The V1 is magnesium construction rather than aluminium, it has a built in EVF, a larger buffer, a mechanical shutter (which means faster flash sync, and avoids issues with flickering for electronic shutters) and a higher resolution screen. I held both cameras side by side and honestly couldn’t tell the difference between screens for general use. The only time this tends to be useful is if you’re zooming in for manual focus, or checking focus after you’ve taken the shot. The AF on the Nikon 1 is reliable and fast, I was unlikely to be manual focusing so decided I could live with out this. The J1 is also quite a bit smaller than the V1, which meant I was more likely to carry it around, not to mention the significant price difference between the two models.
In use overview
The J1 is a great day-to-day camera, it starts up pretty much as fast as any dSLR, and focuses very quickly – I’ve had one missed focus in 500 shots and it literally focuses in the dark!
The Fuji X100 gets in the way of taking pictures, which ultimately makes it annoying to use no matter how good the image quality is. The E-P2 and NEX, although better, can make it difficult in challenging conditions to focus fast to take the picture you want. The J1 just lets you get on with the job of taking photos, it doesn’t make anything difficult it focuses without any drama and exposes perfectly. That makes it great for every day use, especially at family events where you’re not necessarily too worried about things that would make you choose a system with a larger sensor.
It has a nice, if a little limited, set of lenses. All of which give good sharp results and aside from the 10-100 are very good value for money. The 30-110 is too long to be an all day walk around lens, but gives a long reach of nearly 300mm for when you need it, proving to perform well even when at the 300mm end.
We will have to wait and see what Nikon come up with in terms of faster lenses, the smaller sensor would certainly benefit from a faster set of primes to allow the enthusiast a wider range of compositional options, but for now, the 10-30 and 30-110 will probably suit 95% of most people’s needs. If you know you’re wanting the 30-110 I suggest you buy it as part of the kit as right now, getting hold of that lens on its own is quite hard.
The auto-focus system on this camera is where it really comes into its own, combining both phase detection like a dSLR and contrast detection focusing systems to give lightening fast focusing for a compact camera. It is super accurate and means you can snap away all without even having to think about it. It is the perfect camera for families with kids (which lets face it are always the most difficult subject to get to stand still!) I leave it set to focus on the centre point so I can focus and re-compose as that is how I am used to working, but I also leave the face detection on, which automatically switches the focus point to a face if it detects on in the scene – a most useful feature. Face detection is seen by many as a bit of a gimmick, but is starting to appear even in high end Nikon and Canon cameras now and is becoming more widely recognised as extremely useful as it means the camera focuses on the person (or people) you’re taking a photo of rather than some other random part of the frame, which is so often the case when you let the camera decide where to focus.

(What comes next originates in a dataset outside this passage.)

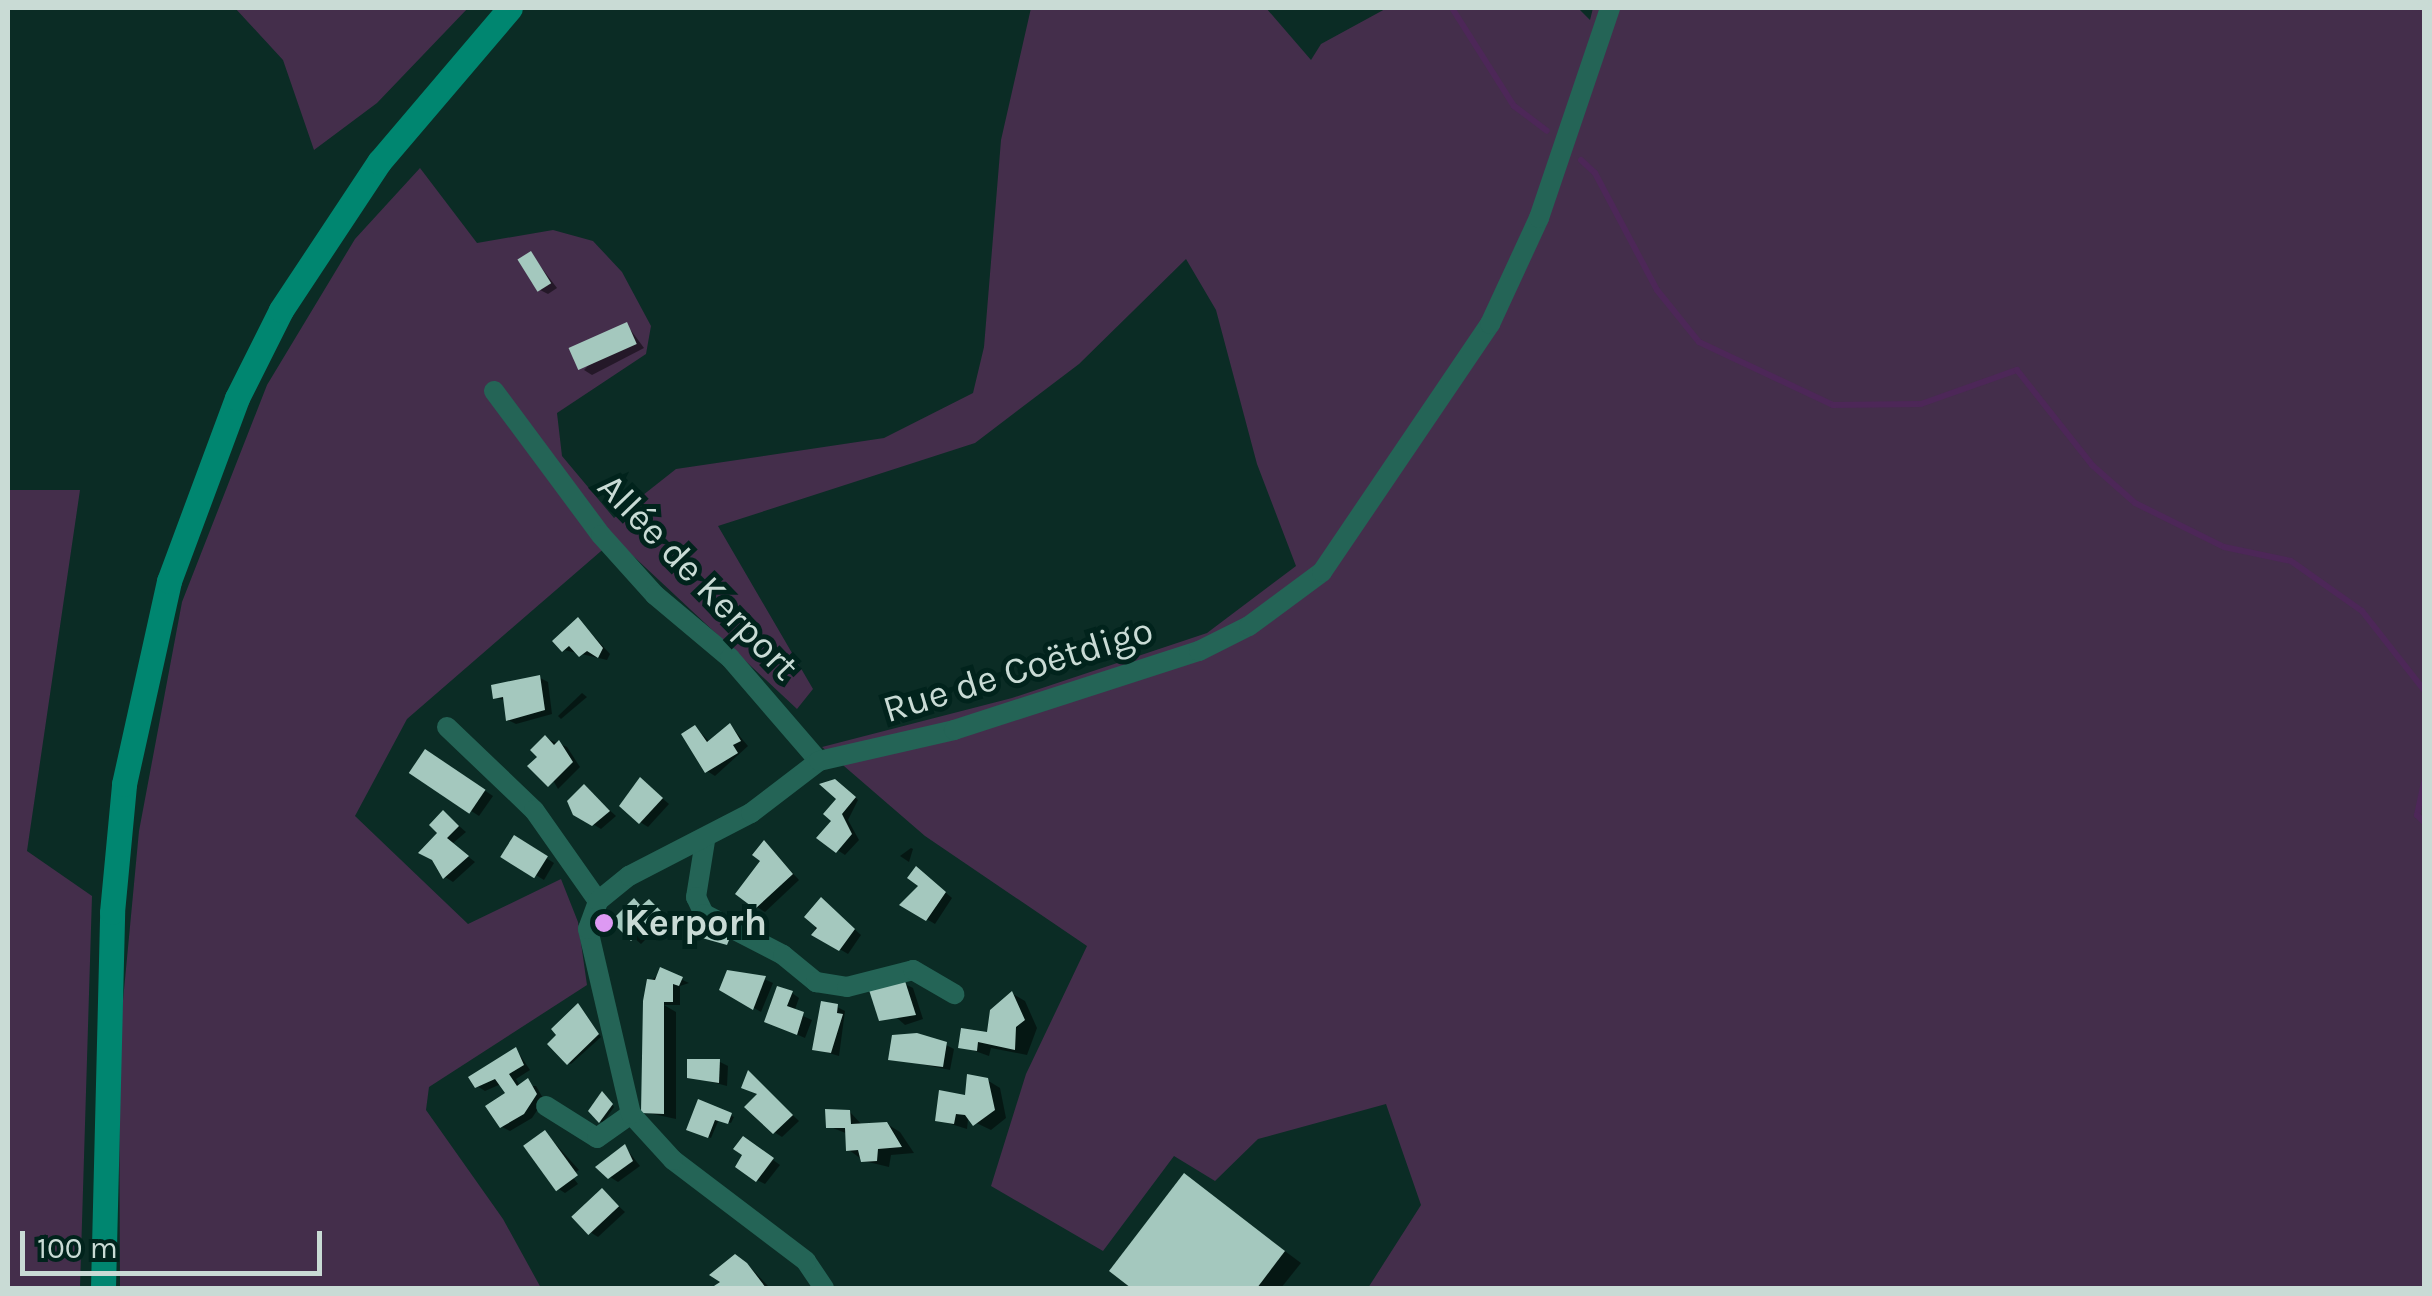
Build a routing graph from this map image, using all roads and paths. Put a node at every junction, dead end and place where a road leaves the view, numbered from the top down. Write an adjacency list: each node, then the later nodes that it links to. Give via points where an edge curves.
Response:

I use this camera in RAW, no question about it, it performs best that way. I’ve never been a fan of Nikon JPEG processing, even in their dSLRs. The Olympus PEN cameras process JPEGs brilliantly and there really is little advantage in shooting RAW, but shooting in RAW with the J1 is necessary to get the best out of this system. I shot a series of images in RAW and JPEG to compare them directly and where the JPEGs looked flat and dull with a green tinge, the RAW files were crisp and vibrant, even before processing them. I’m sure if you had time you could create a Custom Picture Control that works right for you to process the JPEGs in camera, or choose one of the Nikon defaults that you prefer, but for me it’s RAW every time with this camera. This is probably the biggest disadvantage for regular users that don’t want to process RAW files, in that they will be missing out on the best this camera can produce.
Below are a couple of samples, the first shot is the JPEG and the second is the RAW file. You can see the difference instantly. Notice how the JPEG lacks contrast and has a slight green tinge to the colours, and how the RAW file seems to have so much more depth to it. Both files are straight out of the camera and the RAW file unprocessed.

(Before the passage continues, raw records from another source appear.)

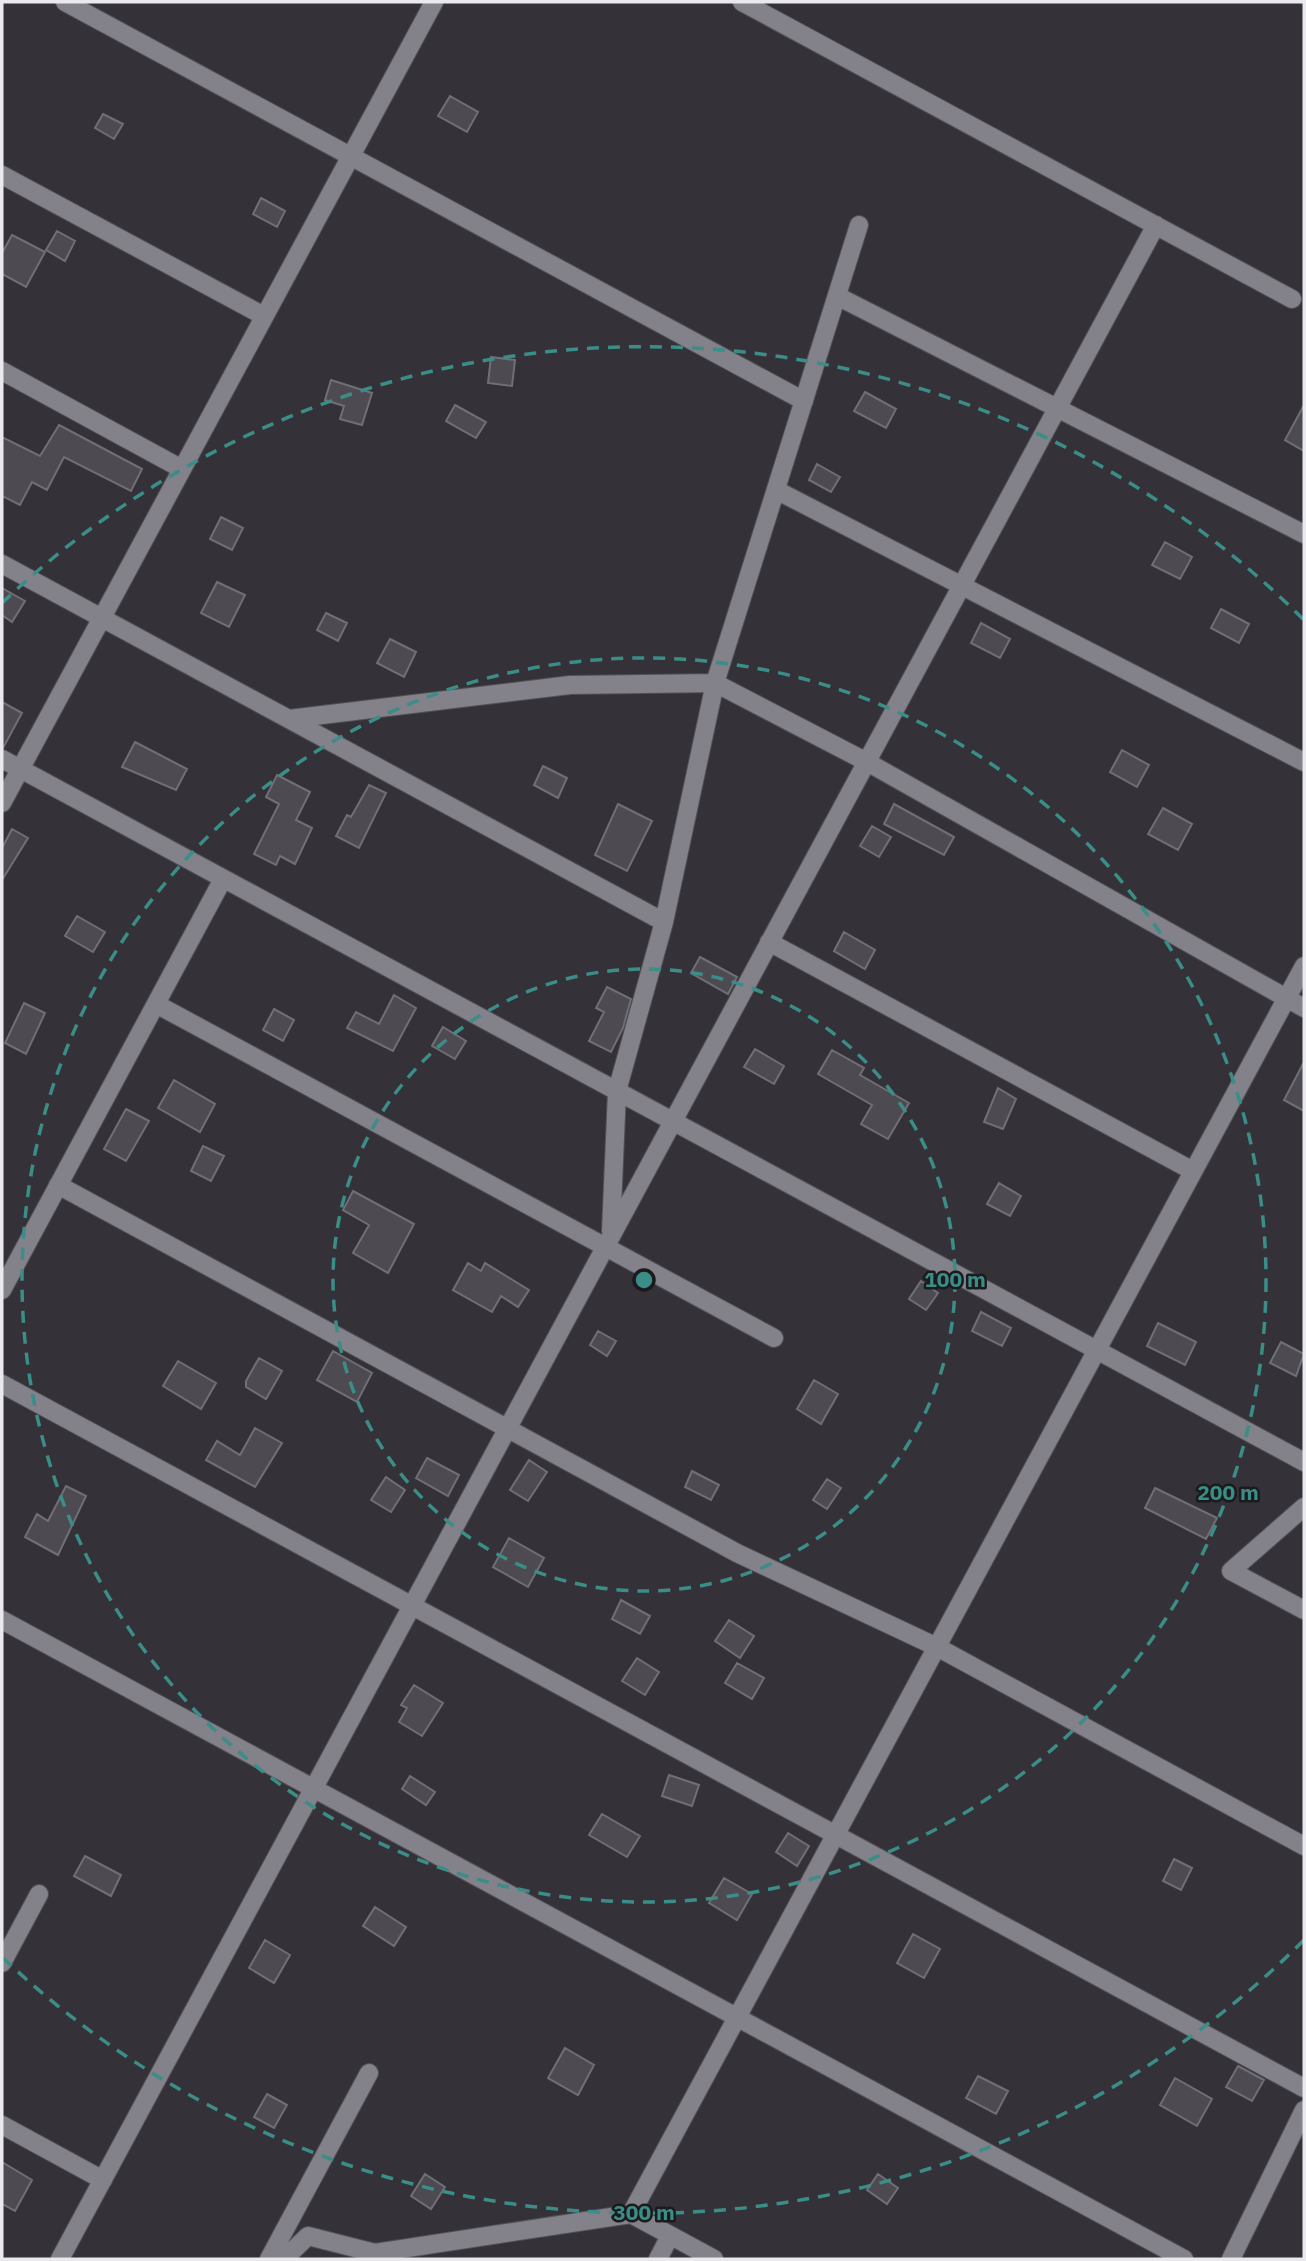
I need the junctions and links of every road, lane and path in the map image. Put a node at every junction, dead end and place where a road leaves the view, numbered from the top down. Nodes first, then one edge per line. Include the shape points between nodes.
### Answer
1 (65, 2) edge
2 (433, 2) edge
3 (743, 2) edge
4 (351, 156) junction
5 (2, 174) edge
6 (859, 225) dead end
7 (1156, 225) junction
8 (837, 296) junction
9 (1292, 299) dead end
10 (264, 316) junction
11 (2, 371) edge
12 (804, 401) junction
13 (1057, 408) junction
14 (182, 469) junction
15 (776, 489) junction
16 (1304, 534) edge
17 (2, 564) edge
18 (962, 586) junction
19 (101, 618) junction
20 (715, 683) junction
21 (289, 719) junction
22 (2, 759) edge
23 (867, 762) junction
24 (1304, 762) edge
25 (20, 769) junction
26 (2, 803) edge
27 (223, 879) junction
28 (664, 922) junction
29 (769, 942) junction
30 (1304, 966) edge
31 (1287, 998) junction
32 (156, 1004) junction
33 (1304, 1008) edge
34 (617, 1091) junction
35 (673, 1121) junction
36 (1193, 1171) junction
37 (58, 1185) junction
38 (608, 1243) junction
39 (2, 1290) edge
40 (774, 1338) dead end
41 (1097, 1350) junction
42 (2, 1384) edge
43 (508, 1429) junction
44 (1304, 1462) edge
45 (1304, 1507) edge
46 (412, 1606) junction
47 (1304, 1610) edge
48 (2, 1620) edge
49 (937, 1647) junction
50 (313, 1789) junction
51 (836, 1835) junction
52 (1304, 1846) edge
53 (39, 1894) dead end
54 (2, 1963) edge
55 (737, 2018) junction
56 (369, 2073) dead end
57 (1304, 2088) edge
58 (1304, 2110) edge
59 (2, 2125) edge
60 (103, 2180) junction
61 (631, 2214) junction
62 (670, 2236) junction
63 (60, 2259) edge
64 (269, 2259) edge
65 (284, 2259) edge
66 (657, 2259) edge
67 (714, 2259) edge
68 (1184, 2259) edge
69 (1231, 2259) edge

1 - 4 street
2 - 4 street
3 - 7 street
4 - 10 street
4 - 12 street
5 - 10 street
6 - 8 street
7 - 9 street
7 - 13 street
8 - 12 street
8 - 13 street
10 - 14 street
11 - 14 street
12 - 15 street
13 - 16 street
13 - 18 street
14 - 19 street
15 - 18 street
15 - 20 street
17 - 19 street
18 - 23 street
18 - 24 street
19 - 21 street
19 - 25 street
20 - 21 street via 570,685
20 - 23 street
20 - 28 street
21 - 28 street
22 - 25 street
23 - 29 street
23 - 31 street
25 - 26 street
25 - 27 street
27 - 32 street
27 - 34 street
28 - 34 street
29 - 35 street
29 - 36 street
30 - 31 street
31 - 33 street
31 - 36 street
32 - 37 street
32 - 38 street
34 - 35 street
34 - 38 street
35 - 38 street
35 - 41 street
36 - 41 street
37 - 39 street
37 - 43 street
38 - 40 street
38 - 43 street
41 - 44 street
41 - 49 street
42 - 46 street
43 - 46 street
43 - 49 street via 737,1553
45 - 47 street via 1231,1571
46 - 50 street
46 - 51 street
48 - 50 street
49 - 51 street
49 - 52 street
50 - 55 street
50 - 60 street
51 - 55 street
51 - 57 street
53 - 54 street
55 - 61 street
55 - 68 street
56 - 64 street
58 - 69 street
59 - 60 street
60 - 63 street
61 - 62 street
61 - 65 street via 375,2253 308,2236
62 - 66 street
62 - 67 street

Now, having said that and shown you the difference, I later discovered that if I set the camera into full auto mode “Scene auto selector” as Nikon call it, images come out much better in JPEG than having it in Aperture priority mode – the Nikon auto mode obviously works well at deciding how to process individual images, so leave it in full auto and you’ll end up with better JPEGs than using it in any of the more advanced PASM modes, which I guess kind of works well for anyone who never takes it out of auto mode anyway!
Active D-lighting is a pseudo HDR mode, but can leave images looking flat and in desperate need of a boost in contrast. If you’re shooting JPEG perhaps with a high contrast sky then it will help, otherwise in many situations it can leave images looking lifeless.
Below are two examples of where Active D-lighting can make a difference. The first image is the RAW file with it off and the second the JPEG with it turned on. Notice much better dynamic range in the sky in the JPEG. Other than this type of image though, I’d strongly recommend you leave it off, I could most likely process the RAW file to look the same as the JPEG anyway. Both images are straight out of the camera and unprocessed.
Noise is well controlled, leave high ISO noise reduction off if you don’t want soft JPEG images unless a bit of noise really irritates you. Personally I prefer a sharper image to a noiseless one. Below is an image taken at ISO 3200 and 1/4s shutter speed, which also demonstrates just how good the VR in the 10-30mm lens is! Check out those colours at ISO 3200 – this is the totally unprocessed RAW file!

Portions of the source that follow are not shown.